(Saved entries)

=== Begin Enclosure ===

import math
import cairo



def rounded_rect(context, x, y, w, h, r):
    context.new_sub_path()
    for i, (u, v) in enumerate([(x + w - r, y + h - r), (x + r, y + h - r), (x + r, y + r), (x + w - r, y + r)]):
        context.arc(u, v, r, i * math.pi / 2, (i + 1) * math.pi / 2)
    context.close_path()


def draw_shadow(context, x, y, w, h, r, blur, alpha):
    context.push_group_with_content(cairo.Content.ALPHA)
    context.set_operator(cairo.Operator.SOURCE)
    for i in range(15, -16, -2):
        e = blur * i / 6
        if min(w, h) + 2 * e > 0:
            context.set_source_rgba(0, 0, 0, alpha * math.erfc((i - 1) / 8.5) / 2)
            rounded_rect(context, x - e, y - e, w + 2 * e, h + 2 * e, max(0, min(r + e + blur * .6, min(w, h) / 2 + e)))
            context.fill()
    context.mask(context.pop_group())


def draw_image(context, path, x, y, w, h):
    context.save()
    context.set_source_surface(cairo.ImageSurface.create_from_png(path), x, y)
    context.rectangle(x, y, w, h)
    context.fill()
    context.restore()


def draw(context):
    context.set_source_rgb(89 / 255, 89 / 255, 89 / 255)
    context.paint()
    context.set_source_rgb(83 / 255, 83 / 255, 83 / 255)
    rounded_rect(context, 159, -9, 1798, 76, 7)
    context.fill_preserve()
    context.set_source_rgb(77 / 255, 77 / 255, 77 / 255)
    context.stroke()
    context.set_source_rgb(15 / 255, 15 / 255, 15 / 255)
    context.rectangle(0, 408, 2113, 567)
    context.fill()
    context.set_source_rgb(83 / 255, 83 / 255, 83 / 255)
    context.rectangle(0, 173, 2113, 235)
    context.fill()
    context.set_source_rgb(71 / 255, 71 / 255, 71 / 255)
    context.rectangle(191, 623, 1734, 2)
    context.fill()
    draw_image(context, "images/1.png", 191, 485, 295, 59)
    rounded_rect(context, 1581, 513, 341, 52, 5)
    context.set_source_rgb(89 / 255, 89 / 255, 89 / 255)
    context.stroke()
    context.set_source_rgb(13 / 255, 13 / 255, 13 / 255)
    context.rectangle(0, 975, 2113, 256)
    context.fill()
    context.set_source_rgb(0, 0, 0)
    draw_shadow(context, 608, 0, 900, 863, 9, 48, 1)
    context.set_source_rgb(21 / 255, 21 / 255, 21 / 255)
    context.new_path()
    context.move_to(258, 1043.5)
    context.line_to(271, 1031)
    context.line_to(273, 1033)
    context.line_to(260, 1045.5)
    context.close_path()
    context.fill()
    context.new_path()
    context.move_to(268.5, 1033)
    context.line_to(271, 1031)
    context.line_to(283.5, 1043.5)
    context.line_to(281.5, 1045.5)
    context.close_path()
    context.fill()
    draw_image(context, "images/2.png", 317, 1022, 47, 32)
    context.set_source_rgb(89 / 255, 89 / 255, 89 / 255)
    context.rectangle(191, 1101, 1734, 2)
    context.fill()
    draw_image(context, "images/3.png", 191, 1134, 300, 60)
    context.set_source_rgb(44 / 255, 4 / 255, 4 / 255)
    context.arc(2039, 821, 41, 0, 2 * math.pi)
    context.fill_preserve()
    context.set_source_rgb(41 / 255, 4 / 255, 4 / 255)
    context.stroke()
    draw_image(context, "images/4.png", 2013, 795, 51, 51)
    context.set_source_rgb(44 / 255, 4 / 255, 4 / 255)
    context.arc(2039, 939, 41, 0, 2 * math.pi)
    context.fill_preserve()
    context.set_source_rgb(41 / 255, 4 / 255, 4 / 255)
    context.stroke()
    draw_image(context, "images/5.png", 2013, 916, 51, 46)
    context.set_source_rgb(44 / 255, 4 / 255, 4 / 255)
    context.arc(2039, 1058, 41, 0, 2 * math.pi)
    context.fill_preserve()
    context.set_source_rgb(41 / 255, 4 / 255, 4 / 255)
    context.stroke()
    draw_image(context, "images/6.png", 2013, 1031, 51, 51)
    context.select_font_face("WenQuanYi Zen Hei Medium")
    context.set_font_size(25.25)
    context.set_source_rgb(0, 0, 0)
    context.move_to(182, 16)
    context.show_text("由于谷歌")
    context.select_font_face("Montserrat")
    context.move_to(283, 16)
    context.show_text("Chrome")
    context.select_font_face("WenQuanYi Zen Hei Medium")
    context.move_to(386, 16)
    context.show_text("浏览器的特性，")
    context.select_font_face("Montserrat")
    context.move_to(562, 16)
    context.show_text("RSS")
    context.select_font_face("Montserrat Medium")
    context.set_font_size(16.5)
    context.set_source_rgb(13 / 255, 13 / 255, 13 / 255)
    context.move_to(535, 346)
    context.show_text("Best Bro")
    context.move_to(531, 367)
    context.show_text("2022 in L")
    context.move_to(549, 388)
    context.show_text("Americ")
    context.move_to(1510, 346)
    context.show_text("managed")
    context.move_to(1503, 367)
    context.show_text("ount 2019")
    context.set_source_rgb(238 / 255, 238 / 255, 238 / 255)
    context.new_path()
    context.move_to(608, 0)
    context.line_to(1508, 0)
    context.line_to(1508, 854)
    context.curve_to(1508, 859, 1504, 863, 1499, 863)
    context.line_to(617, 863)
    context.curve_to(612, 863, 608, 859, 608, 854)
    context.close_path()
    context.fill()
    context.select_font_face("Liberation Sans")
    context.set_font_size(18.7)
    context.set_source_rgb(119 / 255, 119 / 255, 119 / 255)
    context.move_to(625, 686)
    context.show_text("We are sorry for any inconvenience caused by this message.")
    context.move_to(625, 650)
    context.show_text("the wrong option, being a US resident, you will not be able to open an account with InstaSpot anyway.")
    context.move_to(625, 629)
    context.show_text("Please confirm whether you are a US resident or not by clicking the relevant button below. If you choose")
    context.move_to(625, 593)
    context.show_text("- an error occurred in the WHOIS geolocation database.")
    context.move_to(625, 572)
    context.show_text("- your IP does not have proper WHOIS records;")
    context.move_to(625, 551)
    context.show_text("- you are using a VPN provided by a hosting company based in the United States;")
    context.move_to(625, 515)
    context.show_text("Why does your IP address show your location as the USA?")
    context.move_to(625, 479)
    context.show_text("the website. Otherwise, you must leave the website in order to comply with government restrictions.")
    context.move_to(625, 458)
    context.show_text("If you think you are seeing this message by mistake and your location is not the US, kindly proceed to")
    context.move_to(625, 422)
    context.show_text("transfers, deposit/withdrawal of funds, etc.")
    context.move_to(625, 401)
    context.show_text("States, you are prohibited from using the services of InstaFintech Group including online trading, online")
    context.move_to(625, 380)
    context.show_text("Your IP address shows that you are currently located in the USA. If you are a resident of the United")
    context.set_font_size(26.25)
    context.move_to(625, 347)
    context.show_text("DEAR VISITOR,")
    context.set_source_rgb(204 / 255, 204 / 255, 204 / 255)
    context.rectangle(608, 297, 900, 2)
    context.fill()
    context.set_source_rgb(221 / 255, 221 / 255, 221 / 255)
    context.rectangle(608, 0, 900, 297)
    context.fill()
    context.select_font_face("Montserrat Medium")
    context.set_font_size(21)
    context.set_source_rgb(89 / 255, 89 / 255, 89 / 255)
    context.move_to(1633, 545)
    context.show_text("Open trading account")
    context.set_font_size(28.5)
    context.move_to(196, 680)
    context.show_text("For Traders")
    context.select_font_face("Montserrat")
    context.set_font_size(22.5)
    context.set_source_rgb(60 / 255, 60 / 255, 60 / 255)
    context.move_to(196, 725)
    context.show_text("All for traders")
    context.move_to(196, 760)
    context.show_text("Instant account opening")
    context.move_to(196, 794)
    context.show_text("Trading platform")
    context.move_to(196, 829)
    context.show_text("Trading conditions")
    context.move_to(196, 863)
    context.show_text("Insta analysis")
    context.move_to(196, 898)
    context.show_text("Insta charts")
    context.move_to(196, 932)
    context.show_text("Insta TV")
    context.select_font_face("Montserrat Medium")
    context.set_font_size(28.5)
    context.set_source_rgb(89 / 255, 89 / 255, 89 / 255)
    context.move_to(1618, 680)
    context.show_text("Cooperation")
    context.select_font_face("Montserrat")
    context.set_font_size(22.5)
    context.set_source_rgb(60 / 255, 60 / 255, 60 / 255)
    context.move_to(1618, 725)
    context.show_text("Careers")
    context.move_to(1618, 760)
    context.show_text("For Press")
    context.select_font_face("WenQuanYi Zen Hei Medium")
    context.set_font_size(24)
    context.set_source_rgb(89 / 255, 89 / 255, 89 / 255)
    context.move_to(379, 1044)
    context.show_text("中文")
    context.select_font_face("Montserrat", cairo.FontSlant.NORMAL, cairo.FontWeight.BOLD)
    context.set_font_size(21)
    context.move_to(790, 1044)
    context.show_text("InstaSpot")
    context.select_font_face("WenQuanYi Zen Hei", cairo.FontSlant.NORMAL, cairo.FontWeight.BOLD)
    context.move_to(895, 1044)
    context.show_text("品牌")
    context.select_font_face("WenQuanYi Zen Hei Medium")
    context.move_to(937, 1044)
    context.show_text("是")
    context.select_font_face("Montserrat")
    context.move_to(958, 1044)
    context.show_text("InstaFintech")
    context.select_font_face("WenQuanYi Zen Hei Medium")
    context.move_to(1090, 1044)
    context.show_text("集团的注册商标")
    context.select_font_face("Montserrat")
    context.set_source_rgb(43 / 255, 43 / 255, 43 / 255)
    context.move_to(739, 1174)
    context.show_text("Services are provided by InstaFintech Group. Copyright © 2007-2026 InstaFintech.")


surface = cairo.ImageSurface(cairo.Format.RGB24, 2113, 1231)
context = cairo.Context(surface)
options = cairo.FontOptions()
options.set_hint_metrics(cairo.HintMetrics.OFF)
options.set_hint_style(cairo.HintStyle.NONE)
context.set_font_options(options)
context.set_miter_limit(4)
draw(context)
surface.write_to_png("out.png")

=== End Enclosure ===

# [What this task involves]
Which lines above contain the word "blur"? Copy all of them.

# [Solution]
def draw_shadow(context, x, y, w, h, r, blur, alpha):
        e = blur * i / 6
            rounded_rect(context, x - e, y - e, w + 2 * e, h + 2 * e, max(0, min(r + e + blur * .6, min(w, h) / 2 + e)))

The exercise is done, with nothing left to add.